MLB Network interviewer Tom Verducci, who normally writes for Sports Illustrated, asked Manfred just what it would take to close the Show, whose early performances have already run the gamut from farce to foolery and back under several Manfred-pushed rules experiments.

Those weren’t what the interviewer addressed, though. The issue was COVID-19 outbreaks among one team at minimum. Forget dropping the ball. Manfred threw it from the mound over the outfield wall. It only began with the commissioner saying the Marlins’ outbreak wasn’t “a nightmare,” before four more Marlins tested positive, raising the total number to seventeen—fifteen of whom are players.

“A team losing a number of players, making it completely noncompetitive, would be something we would have to address and have to think about making a change,” he said. “Our first concern is the health of the players and their families. And making sure we do everything possible to minimize the spread of the virus to our employees.”

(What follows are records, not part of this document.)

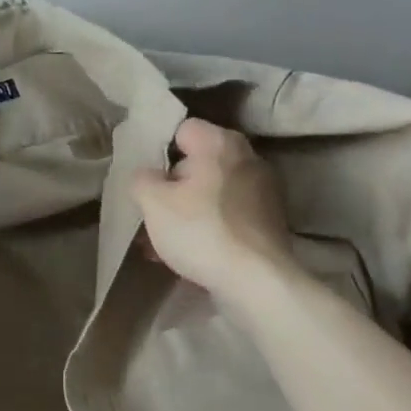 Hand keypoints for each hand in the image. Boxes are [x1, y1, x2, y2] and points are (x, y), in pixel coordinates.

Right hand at [132, 118, 292, 300]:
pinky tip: (189, 253)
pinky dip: (208, 227)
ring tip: (162, 243)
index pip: (182, 129)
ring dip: (186, 211)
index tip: (147, 179)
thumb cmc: (201, 232)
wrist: (256, 281)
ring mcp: (263, 190)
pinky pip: (228, 214)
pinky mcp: (269, 220)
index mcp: (220, 143)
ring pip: (211, 192)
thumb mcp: (153, 203)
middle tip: (151, 214)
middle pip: (197, 163)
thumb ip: (141, 179)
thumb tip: (147, 175)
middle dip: (171, 187)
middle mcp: (248, 158)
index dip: (159, 152) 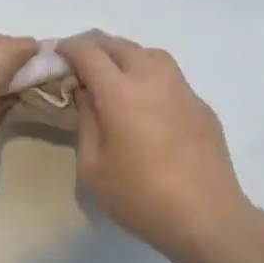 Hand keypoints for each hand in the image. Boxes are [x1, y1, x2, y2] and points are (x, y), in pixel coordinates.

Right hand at [59, 33, 252, 262]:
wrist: (206, 217)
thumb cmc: (141, 197)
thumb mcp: (94, 167)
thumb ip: (86, 122)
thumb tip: (88, 94)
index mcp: (121, 92)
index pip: (89, 52)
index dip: (69, 48)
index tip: (57, 55)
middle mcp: (153, 79)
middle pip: (120, 45)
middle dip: (95, 47)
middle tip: (80, 64)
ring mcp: (182, 89)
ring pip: (150, 53)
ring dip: (126, 55)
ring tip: (114, 75)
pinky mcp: (201, 105)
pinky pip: (171, 76)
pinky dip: (151, 75)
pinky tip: (147, 101)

Do you really need me to suggest that Manfred spoke out of both sides of his mouth while making clear enough that a team rendered futile on the field took even a slight priority over that “first concern” about player health and that of their families?

The Marlins outbreak, which may or may not have been seeded in Miami, prompted the Phillies to test en masse on Monday, while the same day’s scheduled Marlins home opener against the Baltimore Orioles was cancelled, as was the Phillies’ scheduled game against the New York Yankees. Tuesday morning came word that the tested Phillies tested negative. Their Tuesday game against the Yankees is postponed anyway. So is the second scheduled game between the Marlins and the Orioles.

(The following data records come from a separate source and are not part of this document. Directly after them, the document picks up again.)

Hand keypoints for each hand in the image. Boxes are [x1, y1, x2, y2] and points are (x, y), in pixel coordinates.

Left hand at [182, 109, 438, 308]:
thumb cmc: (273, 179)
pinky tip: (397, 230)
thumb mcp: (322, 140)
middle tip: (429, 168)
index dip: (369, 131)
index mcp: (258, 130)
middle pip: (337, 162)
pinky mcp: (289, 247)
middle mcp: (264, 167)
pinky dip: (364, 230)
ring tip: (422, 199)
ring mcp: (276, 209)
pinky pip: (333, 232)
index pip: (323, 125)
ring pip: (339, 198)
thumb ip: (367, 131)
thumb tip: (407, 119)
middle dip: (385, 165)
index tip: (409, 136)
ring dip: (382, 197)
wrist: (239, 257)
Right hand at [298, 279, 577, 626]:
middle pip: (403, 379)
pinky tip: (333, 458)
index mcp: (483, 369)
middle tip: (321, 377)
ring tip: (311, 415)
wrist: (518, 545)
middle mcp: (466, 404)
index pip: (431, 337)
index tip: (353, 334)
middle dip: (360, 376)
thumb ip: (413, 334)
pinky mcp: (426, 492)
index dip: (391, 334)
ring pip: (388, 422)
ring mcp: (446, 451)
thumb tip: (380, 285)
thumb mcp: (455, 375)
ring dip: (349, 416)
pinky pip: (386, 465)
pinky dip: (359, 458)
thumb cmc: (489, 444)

Four of the Marlins’ infected were pulled away before the Sunday game against the Phillies, including scheduled starting pitcher Jose Urena. Manfred could and should have stepped in to cancel it if the Marlins’ administration didn’t. He didn’t, either. Indeed, that the game got played not after a call from competent medical and health observation but in a group text-message vote.

Last Friday, around the time the Fish began to flail, and two Atlanta Braves catchers were sent home showing symptoms but testing COVID-19 negative, Thomas Boswell fumed over the sense that Manfred already put the coffers of his bosses, the owners, ahead of the good of the game with his gimmicks such as a sixteen-team postseason, a free man on second to open each extra half-inning, and a three-batter minimum for relief pitchers.

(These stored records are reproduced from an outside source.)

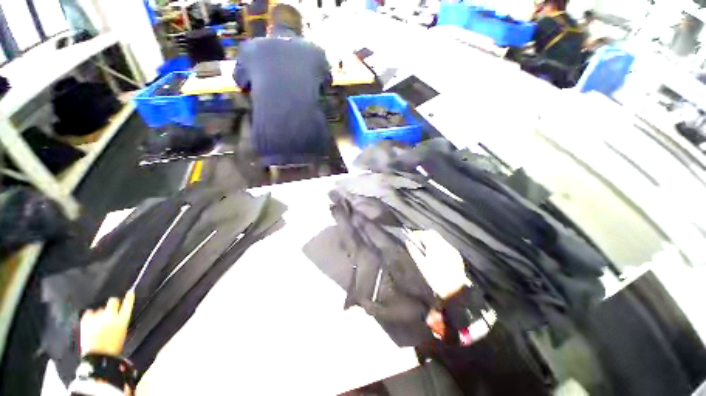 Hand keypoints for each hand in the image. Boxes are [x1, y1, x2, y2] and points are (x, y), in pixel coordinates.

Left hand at [80, 292, 134, 356]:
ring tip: (99, 324)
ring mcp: (97, 318)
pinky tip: (91, 322)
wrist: (97, 357)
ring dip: (100, 314)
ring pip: (100, 309)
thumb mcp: (121, 334)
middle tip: (111, 309)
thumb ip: (120, 321)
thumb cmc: (113, 348)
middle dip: (113, 304)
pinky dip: (90, 316)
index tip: (130, 292)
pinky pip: (88, 313)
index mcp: (122, 320)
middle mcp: (111, 316)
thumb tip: (119, 313)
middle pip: (112, 301)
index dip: (129, 298)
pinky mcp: (86, 321)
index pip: (128, 304)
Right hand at [405, 230, 467, 298]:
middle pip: (433, 234)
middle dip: (424, 237)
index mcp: (436, 246)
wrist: (455, 292)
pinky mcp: (457, 256)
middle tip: (417, 244)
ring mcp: (453, 250)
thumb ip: (414, 251)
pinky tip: (436, 256)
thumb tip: (408, 242)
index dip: (417, 234)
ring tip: (425, 250)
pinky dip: (439, 247)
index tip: (411, 238)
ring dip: (432, 242)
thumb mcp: (422, 265)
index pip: (426, 233)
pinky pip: (446, 246)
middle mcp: (446, 245)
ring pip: (440, 240)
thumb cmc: (435, 279)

Concurrently, though, Boswell hammered Manfred’s apparent lacking when it comes to his sport’s taking the pestiferous pandemic seriously enough to be the adult in the room when need be.

“You don’t measure disaster for a country — with refrigerator trucks lined up with corpses — the same way you measure it for a pro sport,” he wrote. “But how do you measure it for a sport? I don’t know . . . League bosses, who are not at risk, and athletes, who think they are invulnerable, are both going to be tempted — to keep playing chicken with the virus until it makes them stop.

“As most of the world already knows, by then it is usually disastrously too late.”

Manfred chose the media platform MLB itself owns to say he’d close the Show first and foremost if any team loses enough players to leave it non-competitive. (Resist the temptation to remind him of a pre-existing condition, Marlins fans.) He put that ahead of “our first concern” of the health and safety of players, their loved ones, and other MLB team employees.

A certain American president of dubious repute is often seen and even heard believing the coronavirus world tour has been nothing more (and nothing less) than a plot cooked up somewhere, anywhere, to thwart his re-election campaign. Now a baseball commissioner of dubious repute can be seen as possibly believing the pandemic has been a plot cooked up to keep the owners from making money.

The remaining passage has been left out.